Celebrating Black Sisterhood

The Power of Healing in Community

Magazine Issue
March/April 2024
Mosaic illustration of four Black women | ILLUSTRATION © ARTSTOCKVAULT

From the book Sisterhood Heals: The Transformative Power of Healing in Community

My grandparents’ home sits at what I would describe as the apex of the little town of Napoleonville, Louisiana. It’s directly across the street from a Baptist church, up the street from the elementary school, around the corner from the house where you could buy the best homemade pies, and on the route to the only grocery store there was in town until it closed after Hurricane Katrina.

In short, it’s a great place to have a front row seat to all the action, and the best seats were always on the front porch, where the women in my family “held court.”

As the ear-hustling kindergartner I was, the porch was where I wanted to be. It’s where my Tee Jane would talk about whose kids were acting up at school and my Tee Cynt would talk about the latest employment drama at Bill’s Dollar Store. It’s where my Tee Ivy would get caught up on all the latest town gossip since she now lived in Texas and was usually only home for the summer and Christmas. Tee Lisa would take a sip of Dr Pepper—mostly for dramatic effect—before filling us, I mean them, in on what she’d heard while getting her hair done.

Though I didn’t always understand what they were talking about, I knew that this dynamic, this back-and-forth way of being, of engaging, was everything. It was where I first learned the healing power of sisterhood. It’s also the first place I learned how to navigate conflict.
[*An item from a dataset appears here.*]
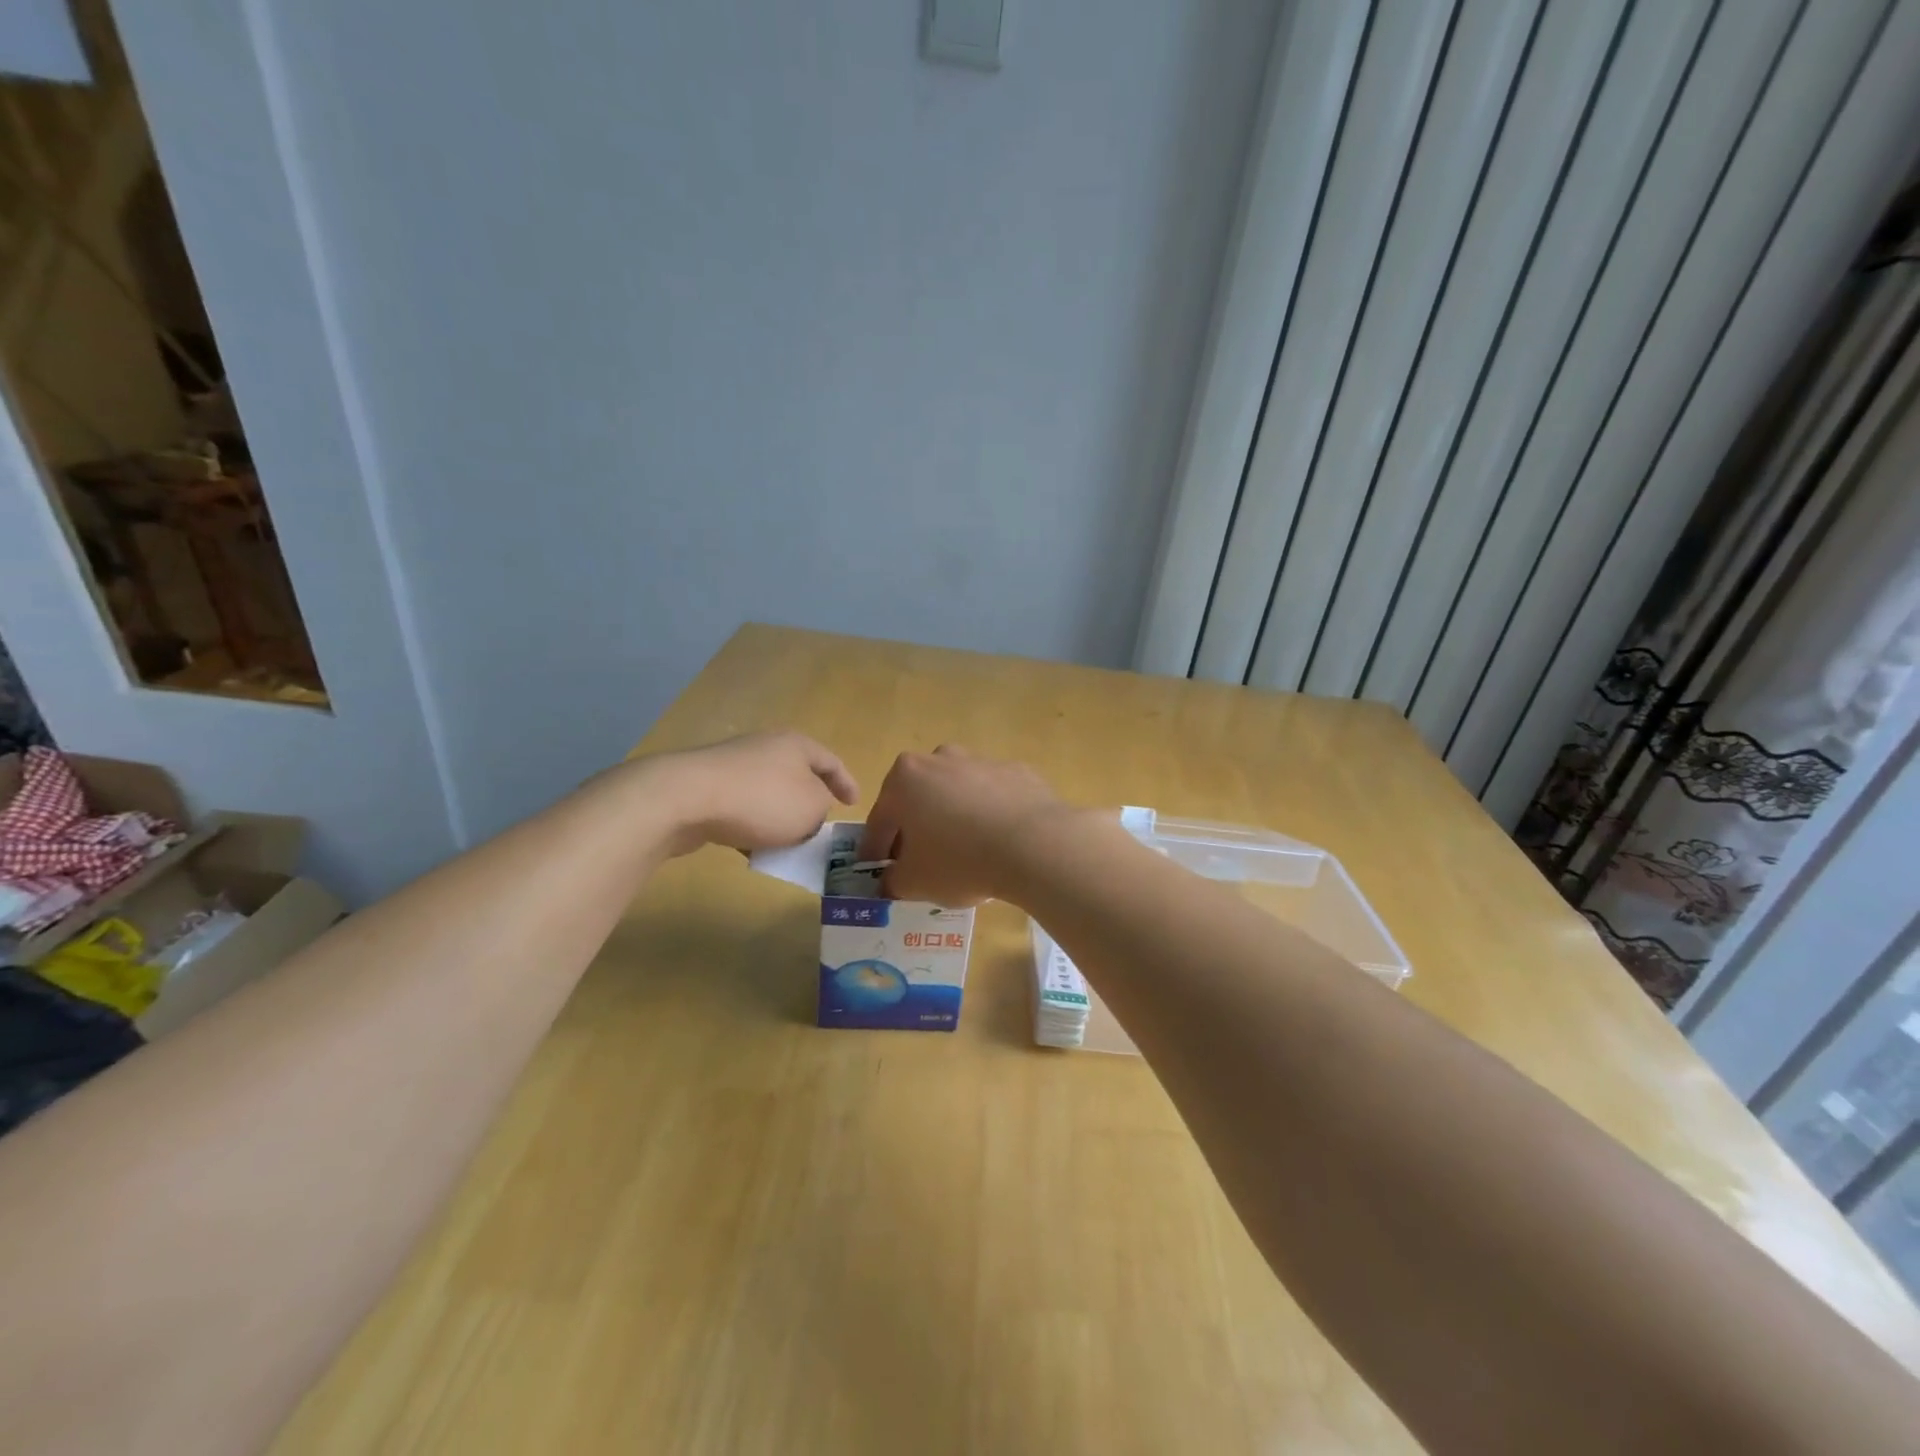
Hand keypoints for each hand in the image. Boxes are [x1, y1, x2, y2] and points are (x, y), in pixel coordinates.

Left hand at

It was the sharing between these women in my life that provided a foundation for what I understood sisterhood to be.

Over the course of our lives, we build the foundations of our connections on inherited ideas about what it means to be in relationship with one another, how to deal with differences between ourselves and others, and who is deemed worthy of such connection. Those earliest ideas about connection, community, and sisterhood as well as how we attach ourselves to one another are often formed in our youth. They evolve from our very first relationships, with our parents or caregivers, siblings, and family members.

Some of the most formidable conversations I have with my clients stem from the information they share about their early relationships. I often spend time asking them questions and listening to their responses: Who was your biggest supporter growing up? How would you describe your relationship with your parents? How would you describe your relationships with your siblings? What did your friendships look like as a child? What I’m listening for are patterns in relationship dynamics from childhood that might be impacting current relationships. For example, a response like “I made friends pretty easily but none of the friendships seemed to last” would likely prompt a conversation about what support looks like today and whether longevity in friendships continues to be difficult. By no means does our childhood write our future in stone, but it can provide some helpful clues.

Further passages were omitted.